The most interesting thing in the Times article by Micah Cohen, on the gay vote, on November 16, is that, among straight voters, the vote was roughly divided, 49% Democratic and 49% Republican. The gay vote, which was 5% of the total, was approximately 75% Democratic, more than enough to give Obama the ultimate advantage, according to a study by Gary J. Gates of the Williams Institute at the U.C.L.A. School of Law, in conjunction with Gallup. It appears that we gave Obama the decisive edge in the election. It appears, finally, we can claim we have power and the next goal is the Employment Non-Discrimination Act, or ENDA. 
Carole Cadwalladr announces in The Guardian that Nathan Silver has announced he is gay. He’s the man of whom Rachel Maddow said, “You know who won the election tonight? Nate Silver.” Jon Stewart “saluted him as ‘Nate Silver! The lord and god of the algorithm.’” After all, he correctly predicted the vote in fifty states, and he’s gay.
What else? Well, a gay Abraham Lincoln. J. Bryan Lowder, in Slate, writes, “In a particularly poignant moment in Lincoln, honest Abe spends a few moments with a handsome telegraph operator, played by a somewhat period-discordant Adam Driver. ‘Do we choose to be born? Are we fitted to the times we’re born into?’ the Great Emancipator wonders aloud, gazing tenderly at the young man.” The scene, and apparently the movie, don’t give a definitive answer to the question of Lincoln’s sexuality, but it’s suggestive in this scene with the young man, and it shows what it would have looked like, had Lincoln, our greatest president, been into men. That’s a step in the right direction.
 
Then there’s Daniel Craig, as 007, and Javier Bardem, the sexual object-choice for half the gay men in America, who plays a gay villain named Silva.

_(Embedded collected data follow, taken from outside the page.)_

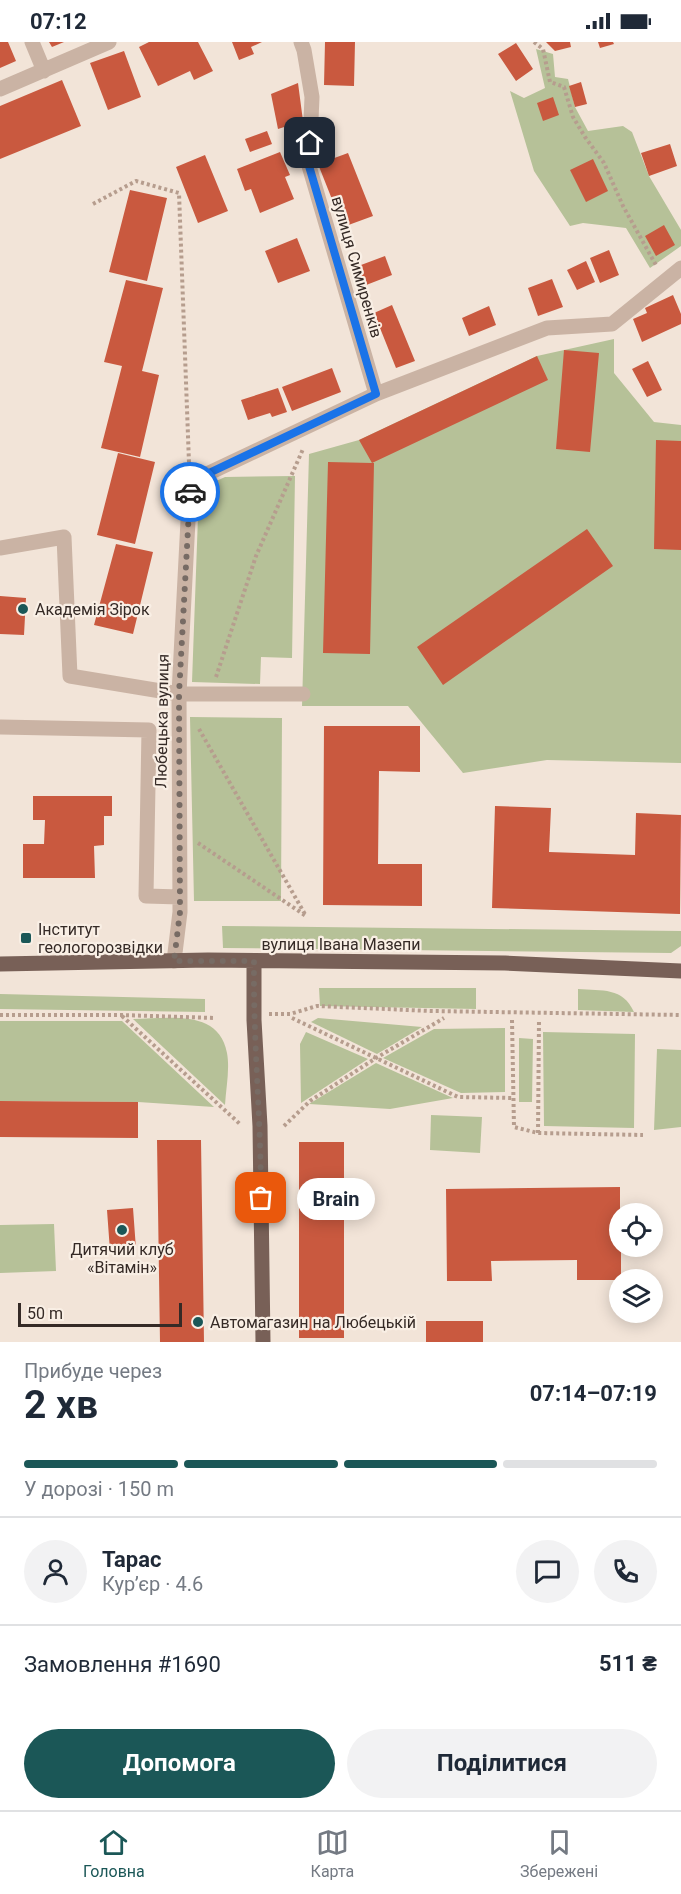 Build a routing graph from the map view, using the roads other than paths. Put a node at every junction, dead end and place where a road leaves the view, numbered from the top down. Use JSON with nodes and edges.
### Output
{"nodes":[{"id":1,"x":32,"y":42,"type":"edge"},
{"id":2,"x":109,"y":42,"type":"edge"},
{"id":3,"x":301,"y":42,"type":"edge"},
{"id":4,"x":44,"y":71,"type":"junction"},
{"id":5,"x":0,"y":89,"type":"edge"},
{"id":6,"x":681,"y":268,"type":"edge"},
{"id":7,"x":376,"y":394,"type":"junction"},
{"id":8,"x":0,"y":548,"type":"edge"},
{"id":9,"x":179,"y":694,"type":"junction"},
{"id":10,"x":303,"y":694,"type":"dead end"},
{"id":11,"x":1,"y":727,"type":"edge"},
{"id":12,"x":180,"y":897,"type":"junction"},
{"id":13,"x":174,"y":961,"type":"junction"},
{"id":14,"x":254,"y":961,"type":"junction"},
{"id":15,"x":0,"y":964,"type":"edge"},
{"id":16,"x":681,"y":971,"type":"edge"},
{"id":17,"x":263,"y":1342,"type":"edge"}],
"edges":[{"from":1,"to":4,"type":"street"},
{"from":2,"to":4,"type":"street"},
{"from":3,"to":7,"type":"street","name":"вулиця Симиренків"},
{"from":4,"to":5,"type":"street"},
{"from":6,"to":7,"type":"street"},
{"from":7,"to":9,"type":"street","name":"Любецька вулиця"},
{"from":8,"to":9,"type":"street"},
{"from":9,"to":10,"type":"street"},
{"from":9,"to":12,"type":"street","name":"Любецька вулиця"},
{"from":11,"to":12,"type":"street"},
{"from":12,"to":13,"type":"street","name":"Любецька вулиця"},
{"from":13,"to":14,"type":"main road","name":"вулиця Івана Мазепи"},
{"from":13,"to":15,"type":"main road","name":"вулиця Івана Мазепи"},
{"from":14,"to":16,"type":"main road","name":"вулиця Івана Мазепи"},
{"from":14,"to":17,"type":"main road"}]} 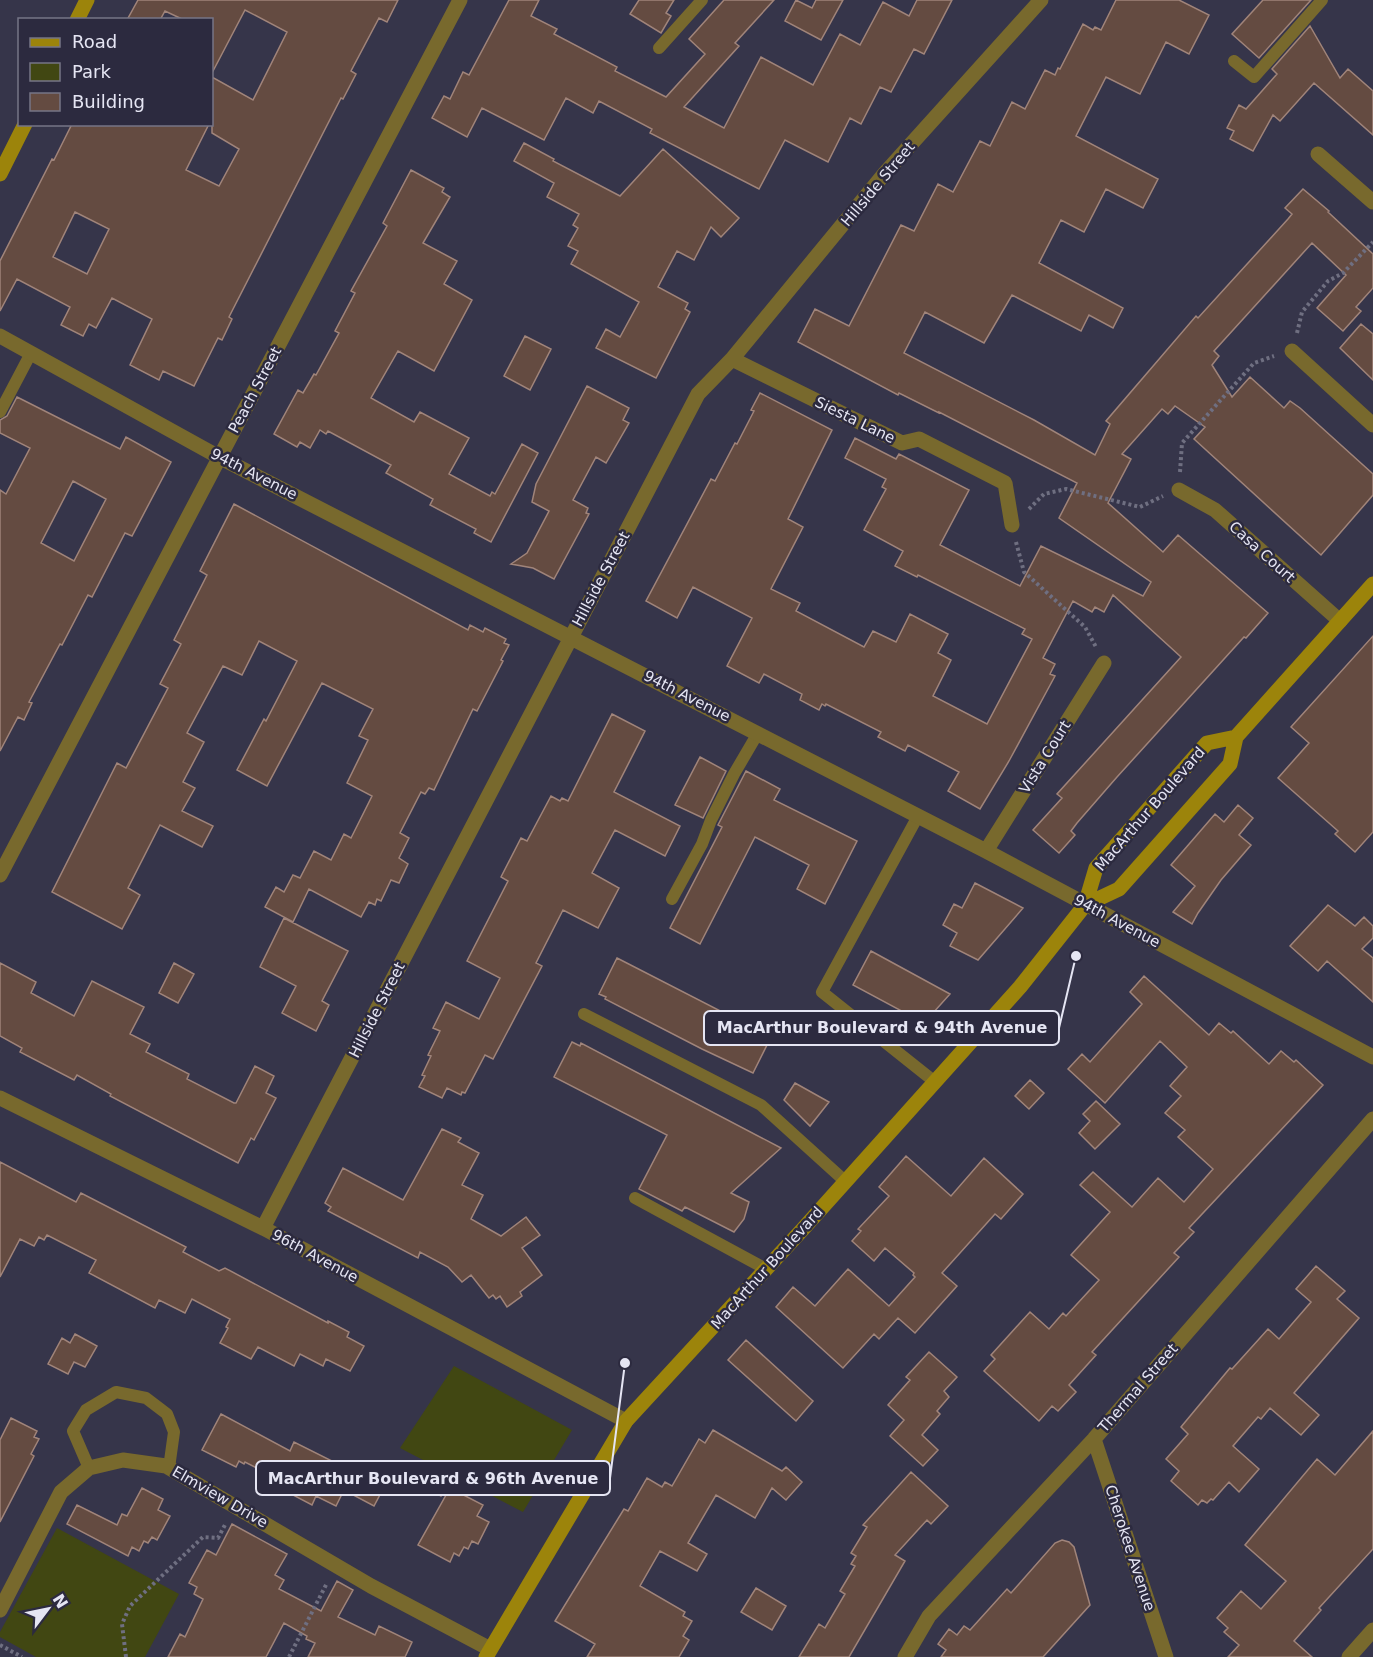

Mark Simpson writes of their most charged scene, “Whether out of genuine desire or a desire to undercut 007’s masculinity, Silva slides up close to his bound antagonist and caresses his thighs: ‘There’s a first time for everything – eh, Mr. Bond?’ But Bond meets his captor’s gaze with his customary implacability and asks, ‘What makes you think it’s my first time?’” Well, whatever. 007 knows about gay sex, and he isn’t uneasy with it, whether it’s his first time or his thirty-third. He’s not bothered. 
 
That’s a lot of triumphs for the LGBT team in a short time, which we’re not yet accustomed to. We’ll remember election 2012 for many reasons, and I have no doubt that we will remember the folks who didn’t make it to this point.